Stored data:
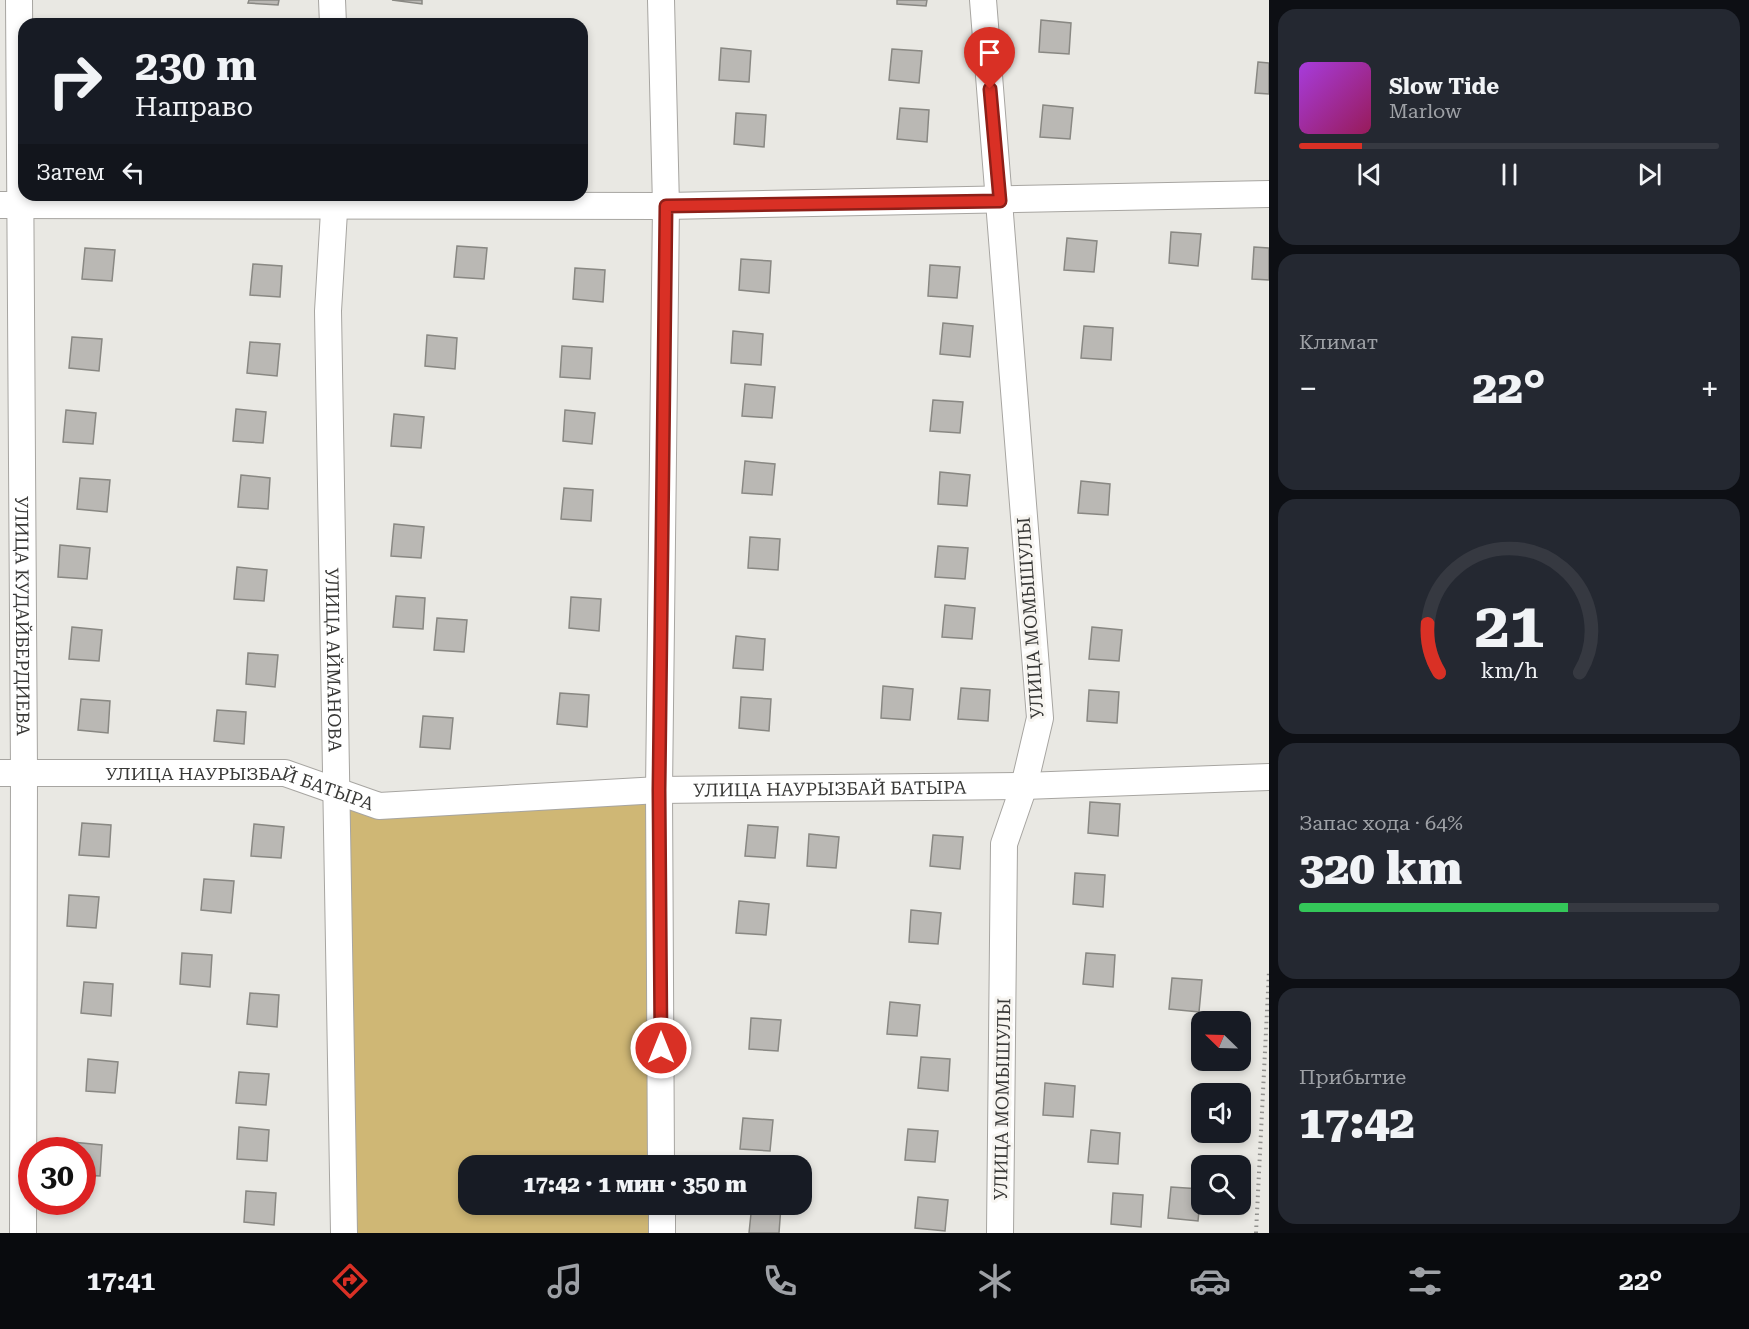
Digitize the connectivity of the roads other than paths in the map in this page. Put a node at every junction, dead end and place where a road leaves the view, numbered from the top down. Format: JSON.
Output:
{"nodes":[{"id":1,"x":19,"y":0,"type":"edge"},
{"id":2,"x":332,"y":0,"type":"edge"},
{"id":3,"x":662,"y":0,"type":"edge"},
{"id":4,"x":983,"y":0,"type":"edge"},
{"id":5,"x":18,"y":18,"type":"edge"},
{"id":6,"x":333,"y":18,"type":"edge"},
{"id":7,"x":18,"y":20,"type":"edge"},
{"id":8,"x":1269,"y":194,"type":"edge"},
{"id":9,"x":335,"y":201,"type":"edge"},
{"id":10,"x":1000,"y":201,"type":"junction"},
{"id":11,"x":9,"y":205,"type":"edge"},
{"id":12,"x":666,"y":206,"type":"junction"},
{"id":13,"x":12,"y":772,"type":"edge"},
{"id":14,"x":1269,"y":777,"type":"edge"},
{"id":15,"x":1024,"y":786,"type":"junction"},
{"id":16,"x":659,"y":790,"type":"junction"},
{"id":17,"x":339,"y":791,"type":"junction"},
{"id":18,"x":661,"y":1155,"type":"edge"},
{"id":19,"x":662,"y":1215,"type":"edge"},
{"id":20,"x":23,"y":1233,"type":"edge"},
{"id":21,"x":344,"y":1233,"type":"edge"},
{"id":22,"x":662,"y":1233,"type":"edge"},
{"id":23,"x":1000,"y":1233,"type":"edge"}],
"edges":[{"from":1,"to":5,"type":"street","name":"УЛИЦА КУДАЙБЕРДИЕВА"},
{"from":2,"to":6,"type":"street"},
{"from":3,"to":12,"type":"street"},
{"from":4,"to":10,"type":"street","name":"УЛИЦА МОМЫШУЛЫ"},
{"from":7,"to":11,"type":"street","name":"УЛИЦА КУДАЙБЕРДИЕВА"},
{"from":8,"to":10,"type":"street"},
{"from":9,"to":11,"type":"street"},
{"from":9,"to":12,"type":"street"},
{"from":9,"to":17,"type":"street","name":"УЛИЦА АЙМАНОВА"},
{"from":10,"to":12,"type":"street"},
{"from":10,"to":15,"type":"street","name":"УЛИЦА МОМЫШУЛЫ"},
{"from":11,"to":13,"type":"street","name":"УЛИЦА КУДАЙБЕРДИЕВА"},
{"from":12,"to":16,"type":"street"},
{"from":13,"to":17,"type":"street","name":"УЛИЦА НАУРЫЗБАЙ БАТЫРА"},
{"from":13,"to":20,"type":"street","name":"УЛИЦА КУДАЙБЕРДИЕВА"},
{"from":14,"to":15,"type":"street","name":"УЛИЦА НАУРЫЗБАЙ БАТЫРА"},
{"from":15,"to":16,"type":"street","name":"УЛИЦА НАУРЫЗБАЙ БАТЫРА"},
{"from":15,"to":23,"type":"street","name":"УЛИЦА МОМЫШУЛЫ"},
{"from":16,"to":17,"type":"street","name":"УЛИЦА НАУРЫЗБАЙ БАТЫРА"},
{"from":16,"to":18,"type":"street"},
{"from":17,"to":21,"type":"street","name":"УЛИЦА АЙМАНОВА"},
{"from":19,"to":22,"type":"street"}]}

Task goal: Print every entry exactly as written, without the pictures.

Result below:
Digitize the connectivity of the roads other than paths in the map in this page. Put a node at every junction, dead end and place where a road leaves the view, numbered from the top down. Format: JSON.
Output:
{"nodes":[{"id":1,"x":19,"y":0,"type":"edge"},
{"id":2,"x":332,"y":0,"type":"edge"},
{"id":3,"x":662,"y":0,"type":"edge"},
{"id":4,"x":983,"y":0,"type":"edge"},
{"id":5,"x":18,"y":18,"type":"edge"},
{"id":6,"x":333,"y":18,"type":"edge"},
{"id":7,"x":18,"y":20,"type":"edge"},
{"id":8,"x":1269,"y":194,"type":"edge"},
{"id":9,"x":335,"y":201,"type":"edge"},
{"id":10,"x":1000,"y":201,"type":"junction"},
{"id":11,"x":9,"y":205,"type":"edge"},
{"id":12,"x":666,"y":206,"type":"junction"},
{"id":13,"x":12,"y":772,"type":"edge"},
{"id":14,"x":1269,"y":777,"type":"edge"},
{"id":15,"x":1024,"y":786,"type":"junction"},
{"id":16,"x":659,"y":790,"type":"junction"},
{"id":17,"x":339,"y":791,"type":"junction"},
{"id":18,"x":661,"y":1155,"type":"edge"},
{"id":19,"x":662,"y":1215,"type":"edge"},
{"id":20,"x":23,"y":1233,"type":"edge"},
{"id":21,"x":344,"y":1233,"type":"edge"},
{"id":22,"x":662,"y":1233,"type":"edge"},
{"id":23,"x":1000,"y":1233,"type":"edge"}],
"edges":[{"from":1,"to":5,"type":"street","name":"УЛИЦА КУДАЙБЕРДИЕВА"},
{"from":2,"to":6,"type":"street"},
{"from":3,"to":12,"type":"street"},
{"from":4,"to":10,"type":"street","name":"УЛИЦА МОМЫШУЛЫ"},
{"from":7,"to":11,"type":"street","name":"УЛИЦА КУДАЙБЕРДИЕВА"},
{"from":8,"to":10,"type":"street"},
{"from":9,"to":11,"type":"street"},
{"from":9,"to":12,"type":"street"},
{"from":9,"to":17,"type":"street","name":"УЛИЦА АЙМАНОВА"},
{"from":10,"to":12,"type":"street"},
{"from":10,"to":15,"type":"street","name":"УЛИЦА МОМЫШУЛЫ"},
{"from":11,"to":13,"type":"street","name":"УЛИЦА КУДАЙБЕРДИЕВА"},
{"from":12,"to":16,"type":"street"},
{"from":13,"to":17,"type":"street","name":"УЛИЦА НАУРЫЗБАЙ БАТЫРА"},
{"from":13,"to":20,"type":"street","name":"УЛИЦА КУДАЙБЕРДИЕВА"},
{"from":14,"to":15,"type":"street","name":"УЛИЦА НАУРЫЗБАЙ БАТЫРА"},
{"from":15,"to":16,"type":"street","name":"УЛИЦА НАУРЫЗБАЙ БАТЫРА"},
{"from":15,"to":23,"type":"street","name":"УЛИЦА МОМЫШУЛЫ"},
{"from":16,"to":17,"type":"street","name":"УЛИЦА НАУРЫЗБАЙ БАТЫРА"},
{"from":16,"to":18,"type":"street"},
{"from":17,"to":21,"type":"street","name":"УЛИЦА АЙМАНОВА"},
{"from":19,"to":22,"type":"street"}]}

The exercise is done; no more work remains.